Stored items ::
--- START ---

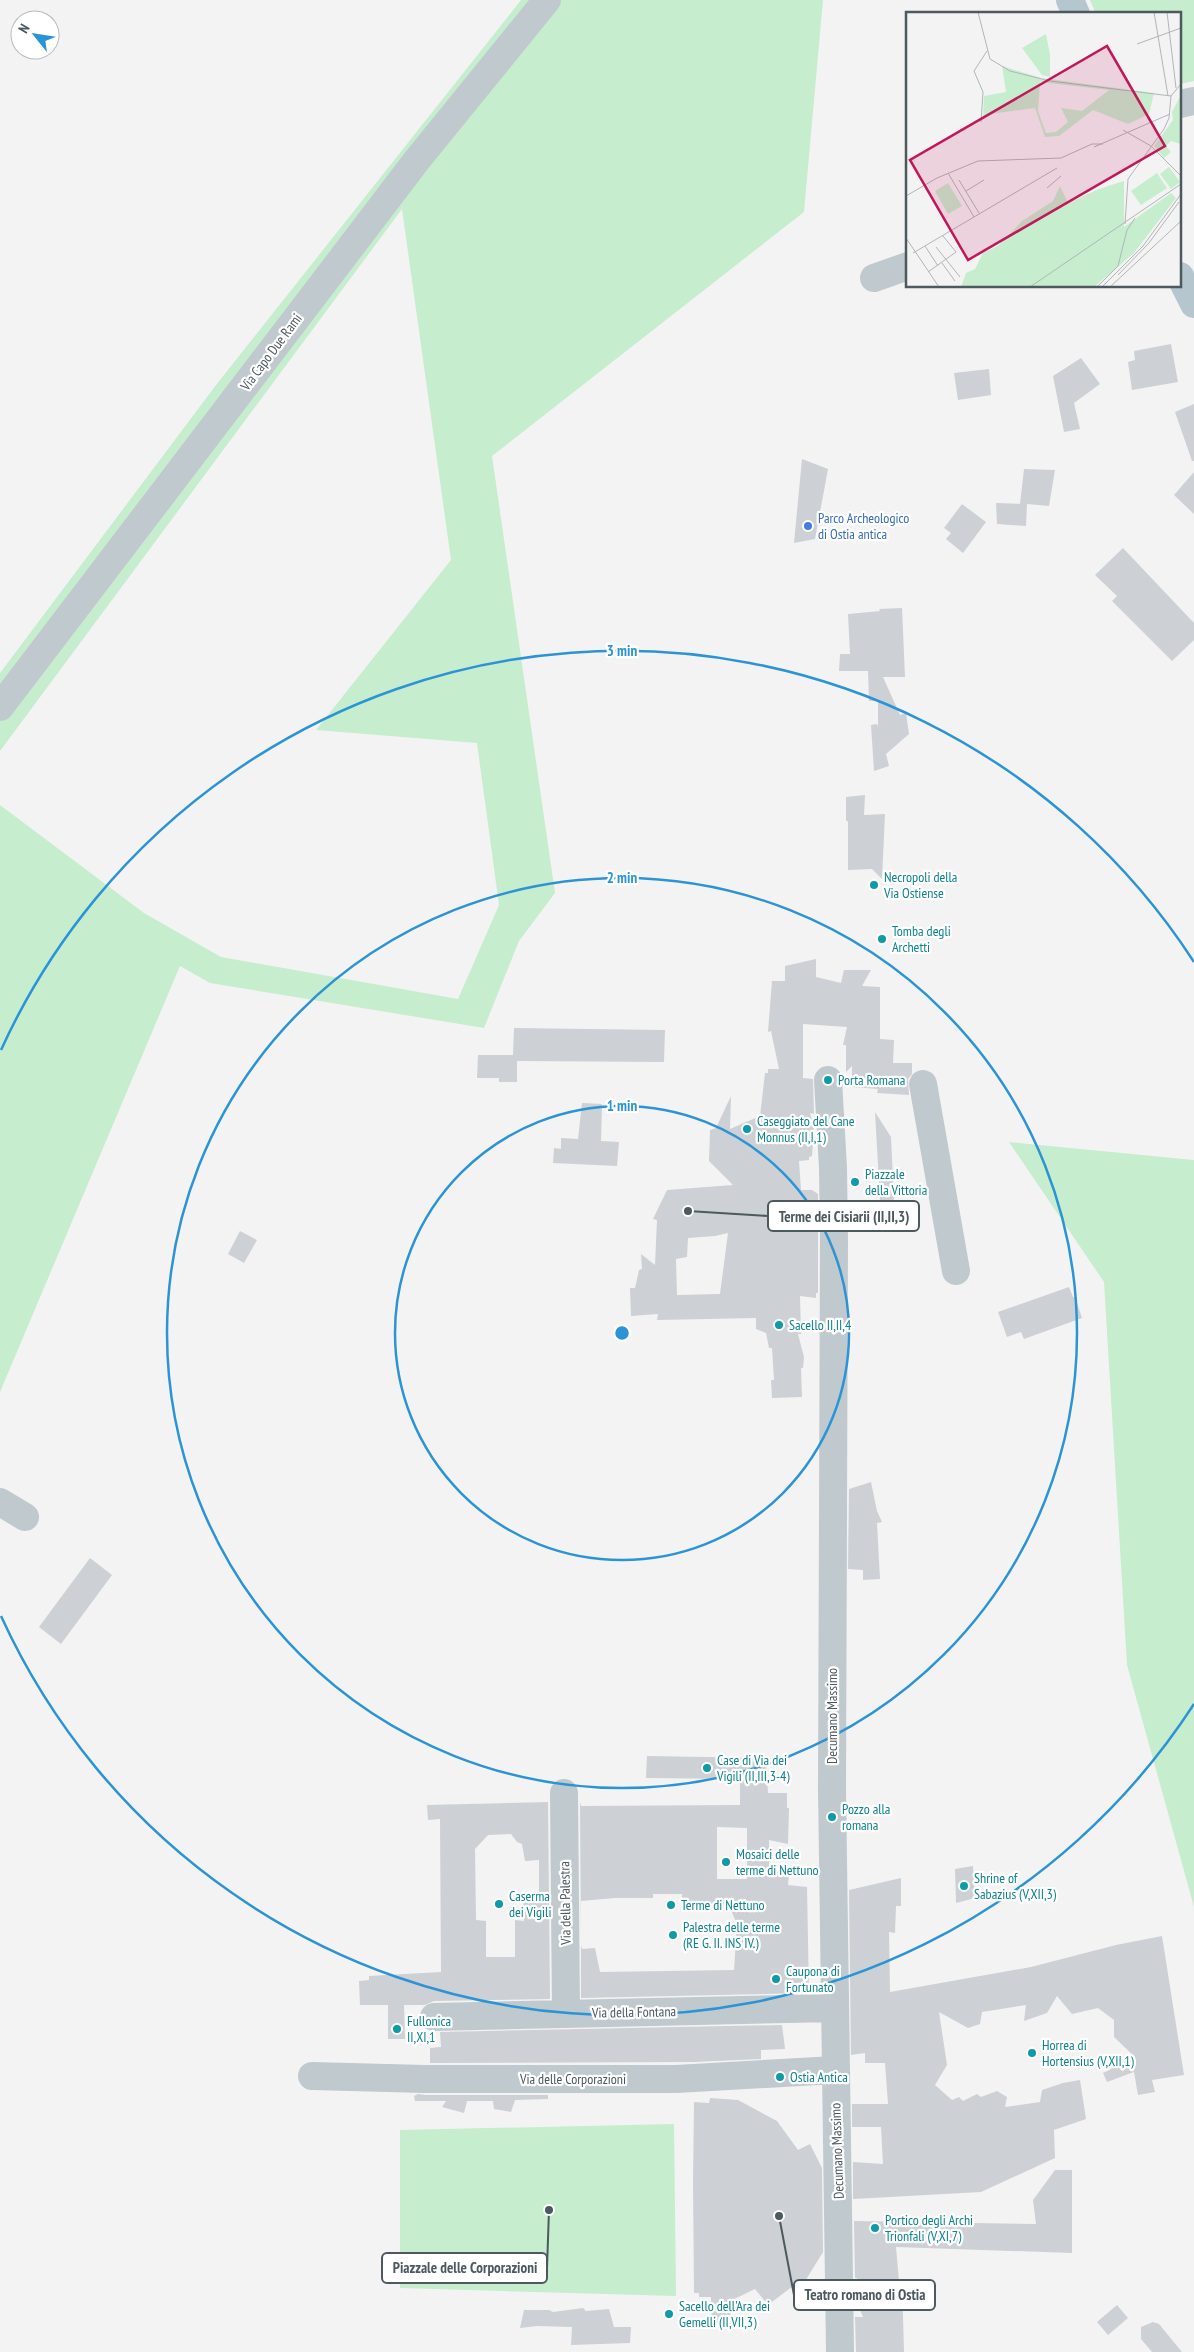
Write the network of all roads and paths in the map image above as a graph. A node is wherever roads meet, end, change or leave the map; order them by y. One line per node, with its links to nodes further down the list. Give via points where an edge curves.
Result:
1 (547, 0): 8 (street, Via Capo Due Rami, via 417,160)
2 (1070, 0): 3 (main road)
3 (1075, 12)
4 (906, 267): 5 (street)
5 (874, 278)
6 (1182, 280): 7 (main road)
7 (1194, 304)
8 (0, 707)
9 (828, 1080): 15 (street, Decumano Massimo, via 834,1239)
10 (923, 1084): 11 (street)
11 (956, 1271)
12 (0, 1502): 13 (street)
13 (24, 1517)
14 (564, 1793): 16 (street, Via della Palestra)
15 (834, 2008): 16 (street, Via della Fontana); 18 (street, Decumano Massimo)
16 (566, 2014): 17 (street, Via della Fontana)
17 (434, 2017)
18 (835, 2070): 19 (street, Via delle Corporazioni, via 676,2079); 20 (street, Decumano Massimo)
19 (312, 2076)
20 (840, 2352)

--- END ---

What to produce ::
What is needed is every record above, restated word for word, with the pictures left out.

Written reply ::
Write the network of all roads and paths in the map image above as a graph. A node is wherever roads meet, end, change or leave the map; order them by y. One line per node, with its links to nodes further down the list. Give via points where an edge curves.
Result:
1 (547, 0): 8 (street, Via Capo Due Rami, via 417,160)
2 (1070, 0): 3 (main road)
3 (1075, 12)
4 (906, 267): 5 (street)
5 (874, 278)
6 (1182, 280): 7 (main road)
7 (1194, 304)
8 (0, 707)
9 (828, 1080): 15 (street, Decumano Massimo, via 834,1239)
10 (923, 1084): 11 (street)
11 (956, 1271)
12 (0, 1502): 13 (street)
13 (24, 1517)
14 (564, 1793): 16 (street, Via della Palestra)
15 (834, 2008): 16 (street, Via della Fontana); 18 (street, Decumano Massimo)
16 (566, 2014): 17 (street, Via della Fontana)
17 (434, 2017)
18 (835, 2070): 19 (street, Via delle Corporazioni, via 676,2079); 20 (street, Decumano Massimo)
19 (312, 2076)
20 (840, 2352)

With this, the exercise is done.